#### Extracted data ####

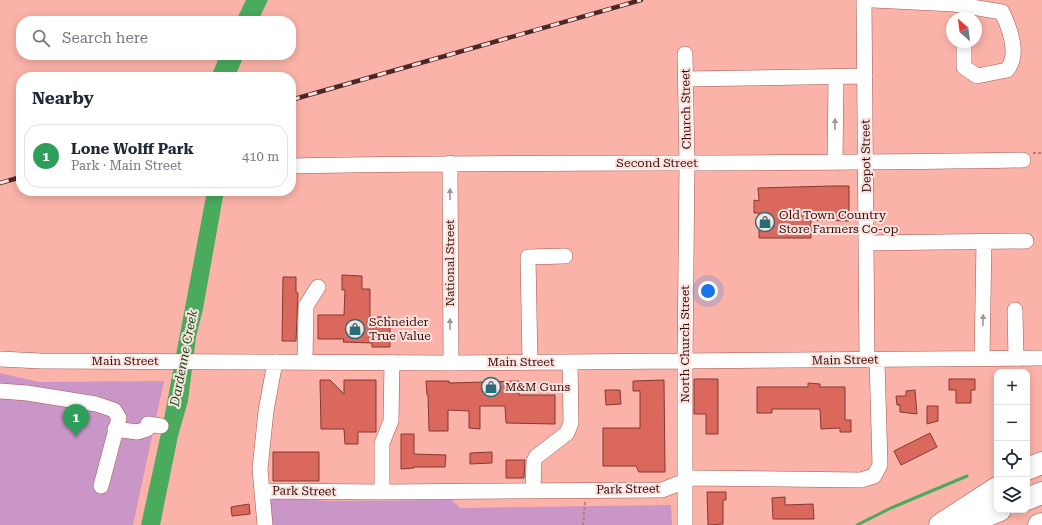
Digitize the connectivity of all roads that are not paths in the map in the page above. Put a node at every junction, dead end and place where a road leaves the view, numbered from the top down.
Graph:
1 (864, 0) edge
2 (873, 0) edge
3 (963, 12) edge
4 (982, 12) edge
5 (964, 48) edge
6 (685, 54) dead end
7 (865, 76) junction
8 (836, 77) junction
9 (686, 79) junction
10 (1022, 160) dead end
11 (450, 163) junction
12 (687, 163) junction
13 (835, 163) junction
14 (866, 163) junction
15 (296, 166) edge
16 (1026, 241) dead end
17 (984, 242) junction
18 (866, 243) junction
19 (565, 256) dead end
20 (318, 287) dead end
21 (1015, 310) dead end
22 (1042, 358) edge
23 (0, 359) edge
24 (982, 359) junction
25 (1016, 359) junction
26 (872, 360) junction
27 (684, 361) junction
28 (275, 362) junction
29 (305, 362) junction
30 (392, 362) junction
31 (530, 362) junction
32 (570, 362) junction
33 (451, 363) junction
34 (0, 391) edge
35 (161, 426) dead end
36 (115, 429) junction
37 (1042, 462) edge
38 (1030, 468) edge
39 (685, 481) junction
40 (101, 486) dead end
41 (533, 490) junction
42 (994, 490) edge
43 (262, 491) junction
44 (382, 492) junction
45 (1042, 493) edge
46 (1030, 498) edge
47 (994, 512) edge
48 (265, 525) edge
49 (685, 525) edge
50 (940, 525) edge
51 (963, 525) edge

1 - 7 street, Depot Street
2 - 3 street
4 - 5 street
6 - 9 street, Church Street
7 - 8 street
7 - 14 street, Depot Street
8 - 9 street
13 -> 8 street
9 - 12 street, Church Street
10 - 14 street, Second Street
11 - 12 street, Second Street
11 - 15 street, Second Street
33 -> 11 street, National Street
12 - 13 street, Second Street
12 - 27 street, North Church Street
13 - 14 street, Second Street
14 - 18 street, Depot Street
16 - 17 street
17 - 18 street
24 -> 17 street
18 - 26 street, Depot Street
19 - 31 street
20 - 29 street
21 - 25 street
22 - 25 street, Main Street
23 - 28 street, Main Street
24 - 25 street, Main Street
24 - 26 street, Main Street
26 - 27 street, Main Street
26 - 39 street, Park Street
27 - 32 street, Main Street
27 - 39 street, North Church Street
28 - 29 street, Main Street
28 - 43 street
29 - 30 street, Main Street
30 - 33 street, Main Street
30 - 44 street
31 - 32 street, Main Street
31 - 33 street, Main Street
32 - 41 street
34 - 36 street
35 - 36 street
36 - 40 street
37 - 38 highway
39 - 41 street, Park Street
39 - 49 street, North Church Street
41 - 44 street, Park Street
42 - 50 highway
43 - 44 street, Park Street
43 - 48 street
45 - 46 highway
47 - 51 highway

####

#### Assignment
All entries above must be duplicated exactly; please omit any picture they hold.

#### Answer
Digitize the connectivity of all roads that are not paths in the map in the page above. Put a node at every junction, dead end and place where a road leaves the view, numbered from the top down.
Graph:
1 (864, 0) edge
2 (873, 0) edge
3 (963, 12) edge
4 (982, 12) edge
5 (964, 48) edge
6 (685, 54) dead end
7 (865, 76) junction
8 (836, 77) junction
9 (686, 79) junction
10 (1022, 160) dead end
11 (450, 163) junction
12 (687, 163) junction
13 (835, 163) junction
14 (866, 163) junction
15 (296, 166) edge
16 (1026, 241) dead end
17 (984, 242) junction
18 (866, 243) junction
19 (565, 256) dead end
20 (318, 287) dead end
21 (1015, 310) dead end
22 (1042, 358) edge
23 (0, 359) edge
24 (982, 359) junction
25 (1016, 359) junction
26 (872, 360) junction
27 (684, 361) junction
28 (275, 362) junction
29 (305, 362) junction
30 (392, 362) junction
31 (530, 362) junction
32 (570, 362) junction
33 (451, 363) junction
34 (0, 391) edge
35 (161, 426) dead end
36 (115, 429) junction
37 (1042, 462) edge
38 (1030, 468) edge
39 (685, 481) junction
40 (101, 486) dead end
41 (533, 490) junction
42 (994, 490) edge
43 (262, 491) junction
44 (382, 492) junction
45 (1042, 493) edge
46 (1030, 498) edge
47 (994, 512) edge
48 (265, 525) edge
49 (685, 525) edge
50 (940, 525) edge
51 (963, 525) edge

1 - 7 street, Depot Street
2 - 3 street
4 - 5 street
6 - 9 street, Church Street
7 - 8 street
7 - 14 street, Depot Street
8 - 9 street
13 -> 8 street
9 - 12 street, Church Street
10 - 14 street, Second Street
11 - 12 street, Second Street
11 - 15 street, Second Street
33 -> 11 street, National Street
12 - 13 street, Second Street
12 - 27 street, North Church Street
13 - 14 street, Second Street
14 - 18 street, Depot Street
16 - 17 street
17 - 18 street
24 -> 17 street
18 - 26 street, Depot Street
19 - 31 street
20 - 29 street
21 - 25 street
22 - 25 street, Main Street
23 - 28 street, Main Street
24 - 25 street, Main Street
24 - 26 street, Main Street
26 - 27 street, Main Street
26 - 39 street, Park Street
27 - 32 street, Main Street
27 - 39 street, North Church Street
28 - 29 street, Main Street
28 - 43 street
29 - 30 street, Main Street
30 - 33 street, Main Street
30 - 44 street
31 - 32 street, Main Street
31 - 33 street, Main Street
32 - 41 street
34 - 36 street
35 - 36 street
36 - 40 street
37 - 38 highway
39 - 41 street, Park Street
39 - 49 street, North Church Street
41 - 44 street, Park Street
42 - 50 highway
43 - 44 street, Park Street
43 - 48 street
45 - 46 highway
47 - 51 highway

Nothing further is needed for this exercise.